Captured by Love (Michigan Brides #3)(8)



“If only the war would end soon,” she whispered.

She rested the shovel against the wall of the tiny shed Jean had helped her construct and reached for the bucket of muck.

And if only she’d married Jean before he’d had to leave the island.

Jean had been willing, had in fact preferred it so that he wouldn’t have to leave his mother on the farm alone.

But at the time she’d only been sixteen. And her stepfather, Ebenezer, had refused and then accused Jean of being a traitor for not signing the Oath of Allegiance to the British. It didn’t matter that Ebenezer had already made an agreement with Jean, that Jean had paid the exorbitant bride-price Ebenezer established.

In a matter of one day after the British invasion, Jean had become an enemy because of his unwillingness to compromise his American citizenship. Some of the islanders like Ebenezer had no qualms about switching their loyalty and supporting the British. They’d been allowed to keep their businesses and homes on the island. All the other American men had been deported.

In the two years Jean had been gone, they’d received several letters from him. He’d joined up with the American militia near Detroit and was helping to fight against the British to preserve the American independence that had been won thirty years ago.

Although Angelique didn’t really consider herself either British or American since her mother had been French Canadian and her father Scottish, she’d decided to side with the Americans for the sake of Jean and Miriam.

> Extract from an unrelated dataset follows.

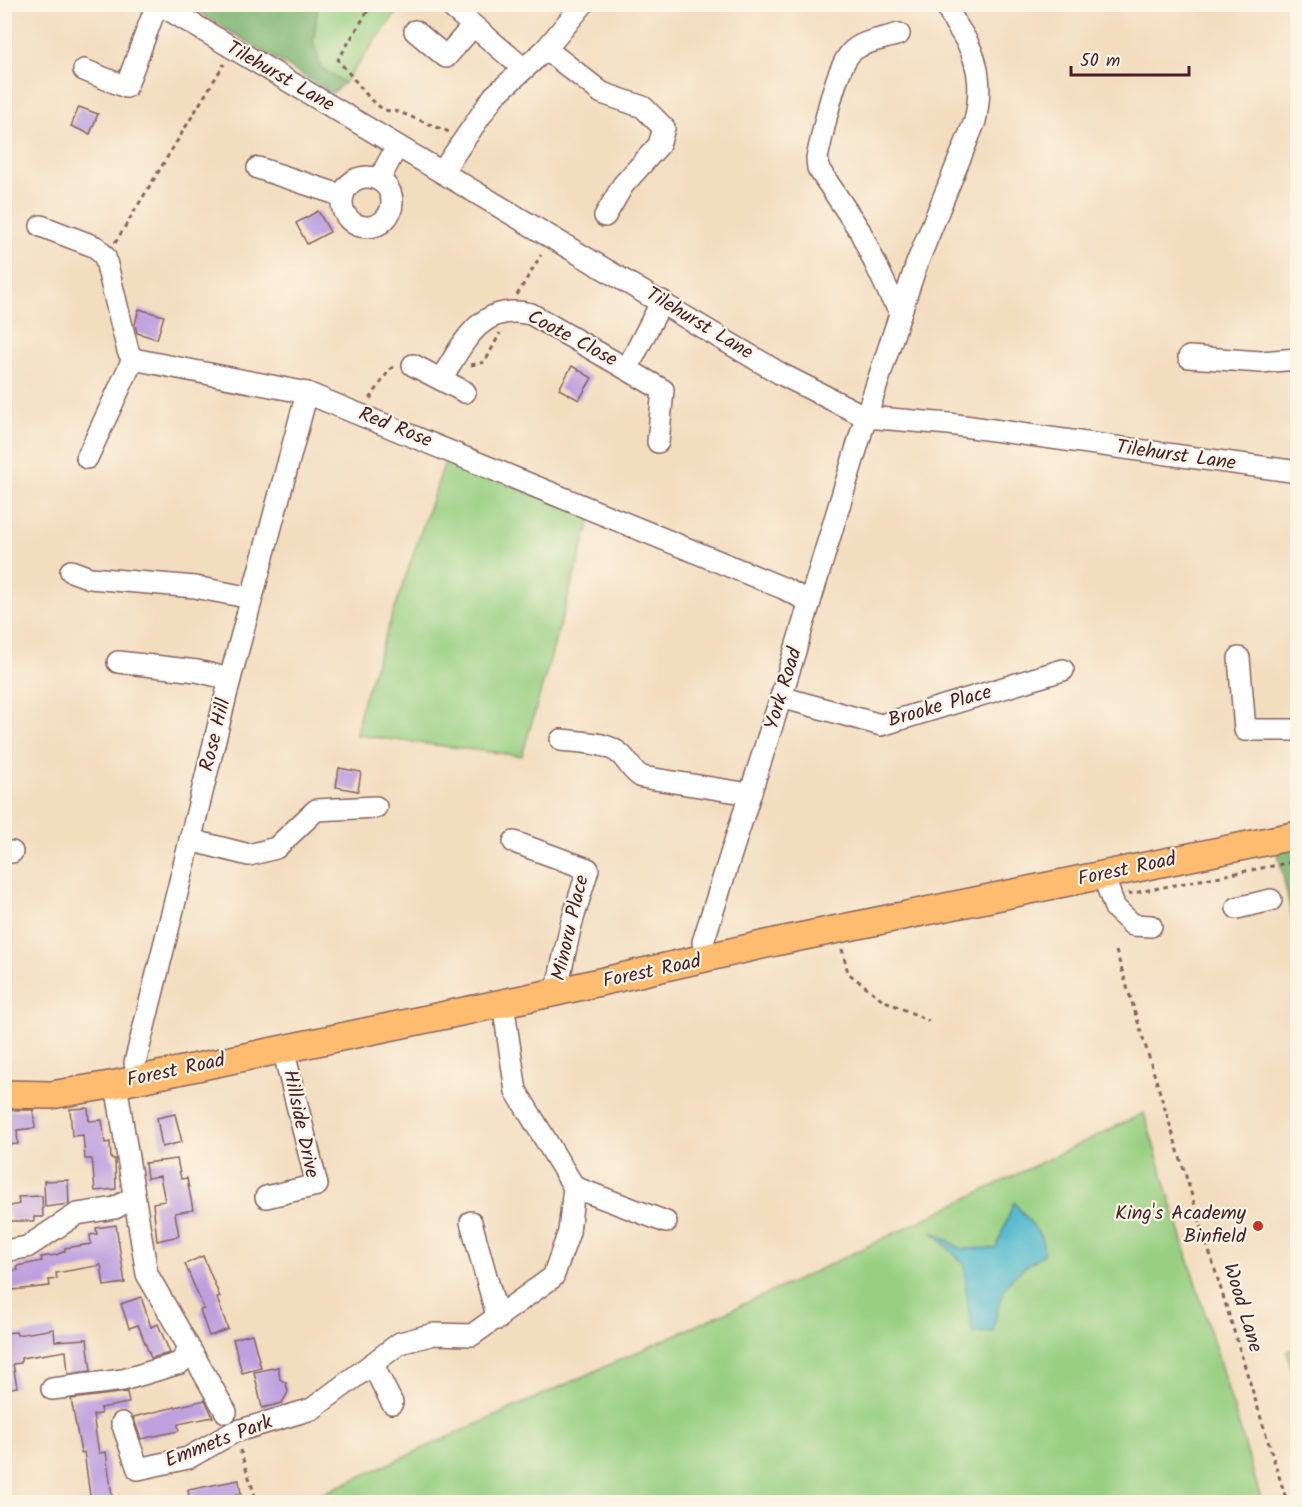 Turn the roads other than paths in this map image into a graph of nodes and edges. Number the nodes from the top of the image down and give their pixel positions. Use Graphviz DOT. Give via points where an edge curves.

“Oh, why did Jean have to leave?” she whispered, lifting the bucket and lugging it across the hen house, through the door and into the bright sunlight that bathed the afternoon with glorious warmth.

She tried to conjure up the image of Jean—his gentle features and his fair skin and hair, so much like that of Miriam—but she caught only a glimpse of him before Pierre’s weather-bronzed face flashed into her mind, along with his handsome grin and the devilish mischief in his eyes.

She couldn’t deny that Pierre had always been the more handsome and dashing of the two brothers, that he’d been the one to capture her heart, to make her laugh even when she’d had nothing to laugh about, and to fill her with unexplainable longing.

“Pierre is a louse,” she said into the spring air, dragging in a fresh breath. “He’s a selfish louse. No, I don’t want to see him again. And no, I don’t miss him.”

But even as the words slipped out, she knew they weren’t true. One glimpse of Pierre yesterday had been all it had taken to unleash a swarm of eagerness for her erstwhile friend.

The back door of the inn squeaked open again, this time revealing Betty’s thin face. With a furtive glance over her shoulder into the kitchen, Betty opened the door wider and stepped outside.

Angelique hefted the bucket higher and moved toward the necessary.

Had Ebenezer sent Betty outside to check on her?

Out of the corner of her eye, Angelique could see the young woman put one hand on her protruding belly and one on the small of her back. She didn’t know how many weeks Betty had left before giving birth, but from the looks of it, the time was growing near.

“Ebenezer left,” Betty called after her.

Angelique stopped, surprise charging through her.

Betty’s shifting gray eyes kept returning to the open door, as if she expected Ebenezer to barge through at any moment. Not a single strand of Betty’s hair hung outside the plain white mobcap she wore. Her unadorned collar stretched high up her neck, and the hem of her skirt covered her feet all the way to the tips of her toes—just the way Ebenezer expected.

Angelique’s fingers went involuntarily to her own high collar.

Even if her life under Ebenezer’s care was oppressive, she couldn’t complain about his extreme standards for modesty. The plain, unattractive attire kept away unwanted attention on an island populated mostly by men. It also kept her from becoming anything like her mother.

And of course the high collar had kept Ebenezer from seeing the bruises around her neck. She could only imagine his anger if he’d discovered them. As it was, she kept waiting for the quartermaster to pay Ebenezer a visit and tell him that she was doing more than fishing during the early morning hours.

She prayed he’d been too drunk to remember the encounter.

“I saved an extra piece of bread for you,” Betty said.

Angelique hesitated, resisting the urge to press her hand against her aching stomach. “Why don’t you eat it?” Angelique said. “With the weight of your babe, you have much greater need of it than me.”

She didn’t think Betty was a day older than sixteen and seemed much too young for a man like Ebenezer. But after his last wife died in childbirth, he’d needed another woman to do his washing and cooking and to tend the customers who stayed at the inn. It was much cheaper to have a wife do those duties than to hire someone.

And it was much more convenient for satisfying his lusts.

Angelique cast her eyes away from Betty to the garden plot, to the rich dark soil she’d recently hoed and readied for planting.

She hated that her tiny dormer room rested above Ebenezer’s. And she hated that in the silence of the night she could hear his awful grunts as he sated himself. It had been that way with her own mother, and the next wife, and now with Betty.

If only Ebenezer could be completely satisfied with his wife. In the spring and summer after the Indians arrived on the island, she often caught him lurking down by their camps and on more than one occasion sneaking an Indian woman into his room.